The complaint says the agency uses studies that assume all known panthers are breeding adults, discounting juvenile, aged and ill animals.

In addition, it faults the use of population estimates, reproductive rates and kitten survival rates not supported by field data.

"The prevalence of these errors handicaps the agency's ability to ensure the survival and recovery of the panther," Eller wrote in the complaint. "The panther monitoring project authorized by the U.S. Fish and Wildlife Service has failed to identify or correct these errors and has instead contributed to them."

The Fish and Wildlife Service had no comment on the report - agency officials have 60 days to decide whether to accept or contest the complaint.

But this is not the first time the agency's Florida panther recovery effort has been called into question and there is ample evidence the species is running out of time. Scientists believe at least two additional populations somewhere other than south Florida need to be established in order to reduce the threat of extinction.

The primary threat to the species is habitat loss and fragmentation - a problem that has worsened as development in Southwest Florida has boomed in recent decades and one that is unlikely to improve.

Some 50 percent of occupied panther habitat now consists of private lands and much of this lies in three Florida counties - Lee, Collier and Henry.

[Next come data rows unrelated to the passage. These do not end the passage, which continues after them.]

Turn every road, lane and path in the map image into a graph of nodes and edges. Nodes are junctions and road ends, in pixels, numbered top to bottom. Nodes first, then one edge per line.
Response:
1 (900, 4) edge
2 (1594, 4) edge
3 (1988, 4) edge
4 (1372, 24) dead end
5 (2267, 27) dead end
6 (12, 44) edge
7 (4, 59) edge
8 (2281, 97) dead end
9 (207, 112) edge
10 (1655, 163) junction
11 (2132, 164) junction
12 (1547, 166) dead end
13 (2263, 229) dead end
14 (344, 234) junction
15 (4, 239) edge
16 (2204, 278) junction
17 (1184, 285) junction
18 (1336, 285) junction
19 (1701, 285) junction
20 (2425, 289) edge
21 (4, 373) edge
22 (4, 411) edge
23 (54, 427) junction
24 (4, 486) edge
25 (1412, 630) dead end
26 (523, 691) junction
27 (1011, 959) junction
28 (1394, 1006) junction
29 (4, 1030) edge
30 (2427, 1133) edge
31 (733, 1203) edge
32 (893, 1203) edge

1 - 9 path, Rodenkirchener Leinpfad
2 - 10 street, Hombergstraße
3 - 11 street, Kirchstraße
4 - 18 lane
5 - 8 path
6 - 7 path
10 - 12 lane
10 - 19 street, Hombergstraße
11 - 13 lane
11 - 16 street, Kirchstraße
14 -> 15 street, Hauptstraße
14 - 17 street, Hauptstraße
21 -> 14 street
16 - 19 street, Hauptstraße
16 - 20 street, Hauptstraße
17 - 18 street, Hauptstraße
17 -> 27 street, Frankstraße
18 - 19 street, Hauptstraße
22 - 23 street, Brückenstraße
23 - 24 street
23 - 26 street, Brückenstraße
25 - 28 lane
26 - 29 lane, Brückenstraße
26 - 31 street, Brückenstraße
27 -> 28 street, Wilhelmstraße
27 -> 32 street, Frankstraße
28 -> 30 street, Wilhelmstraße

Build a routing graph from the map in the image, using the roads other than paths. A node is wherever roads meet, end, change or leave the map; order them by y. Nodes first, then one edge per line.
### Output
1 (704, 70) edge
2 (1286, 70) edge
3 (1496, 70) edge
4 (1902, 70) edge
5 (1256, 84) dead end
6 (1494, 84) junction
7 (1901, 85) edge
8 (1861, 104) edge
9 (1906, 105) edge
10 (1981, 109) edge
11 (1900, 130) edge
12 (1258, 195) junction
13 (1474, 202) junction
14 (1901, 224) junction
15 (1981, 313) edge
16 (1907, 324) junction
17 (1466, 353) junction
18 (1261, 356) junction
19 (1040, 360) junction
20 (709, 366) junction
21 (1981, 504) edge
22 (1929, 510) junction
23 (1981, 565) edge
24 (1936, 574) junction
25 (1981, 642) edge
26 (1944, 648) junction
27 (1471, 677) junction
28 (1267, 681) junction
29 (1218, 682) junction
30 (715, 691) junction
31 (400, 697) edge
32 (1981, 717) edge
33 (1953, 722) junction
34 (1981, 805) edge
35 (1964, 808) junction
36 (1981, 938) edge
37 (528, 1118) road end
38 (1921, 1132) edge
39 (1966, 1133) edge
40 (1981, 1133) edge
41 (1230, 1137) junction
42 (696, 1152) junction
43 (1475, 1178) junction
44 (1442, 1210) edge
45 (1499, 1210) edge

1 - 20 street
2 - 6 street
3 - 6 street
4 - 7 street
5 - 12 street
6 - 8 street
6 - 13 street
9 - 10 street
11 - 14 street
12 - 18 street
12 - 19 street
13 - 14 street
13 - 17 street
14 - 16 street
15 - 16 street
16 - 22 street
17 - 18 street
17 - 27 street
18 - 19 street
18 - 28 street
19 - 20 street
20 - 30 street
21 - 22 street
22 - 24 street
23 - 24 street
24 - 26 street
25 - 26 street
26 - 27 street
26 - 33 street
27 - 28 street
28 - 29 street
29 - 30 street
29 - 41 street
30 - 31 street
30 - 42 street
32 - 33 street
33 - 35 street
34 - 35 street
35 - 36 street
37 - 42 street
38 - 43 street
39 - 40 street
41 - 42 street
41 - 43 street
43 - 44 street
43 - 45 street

Recent housing research indicates Lee and Collier are among the top four hottest housing markets in the country.

And a report released in January by conservation groups details that the Fish and Wildlife Service and the U.S. Army Corps of Engineers have permitted development throughout thousands of acres of Florida panther habitat in southwest Florida, much of which the the Fish and Wildlife Service has deemed "essential" to the panther's survival in its own scientific documents. panther

Critics worry the Florida panther recovery effort is being undermined by decisions that offer little protection for the species long-term future. (Photo by John and Karen Hollingsworth courtesy Fish and Wildlife Service)
The conservationists say the federal agencies typically require minimal efforts by developers to offset the harm with habitat acquisition or restoration.

Similar to the allegations made by Eller in his complaint, the report finds the Fish and Wildlife Service has rationalized its approvals of this extensive habitat loss by using a body of scientific work that has been disputed by all of the panther scientists on the agency's own recovery team except the author of that work.

It noted that an agency commissioned independent review of this scientific controversy issued a report in December 2003 further questioning the agency's decisions to allow destruction of panther habitat.

"These scientific problems have been known for years by the Fish and Wildlife Service but to correct them would require that the Service actually object to mega-developments planned in the Western Everglades," said PEER Executive Director Jeff Ruch. "The Fish and Wildlife Service is under severe pressure from its political superiors to commit scientific fraud to avoid inconveniencing campaign contributors."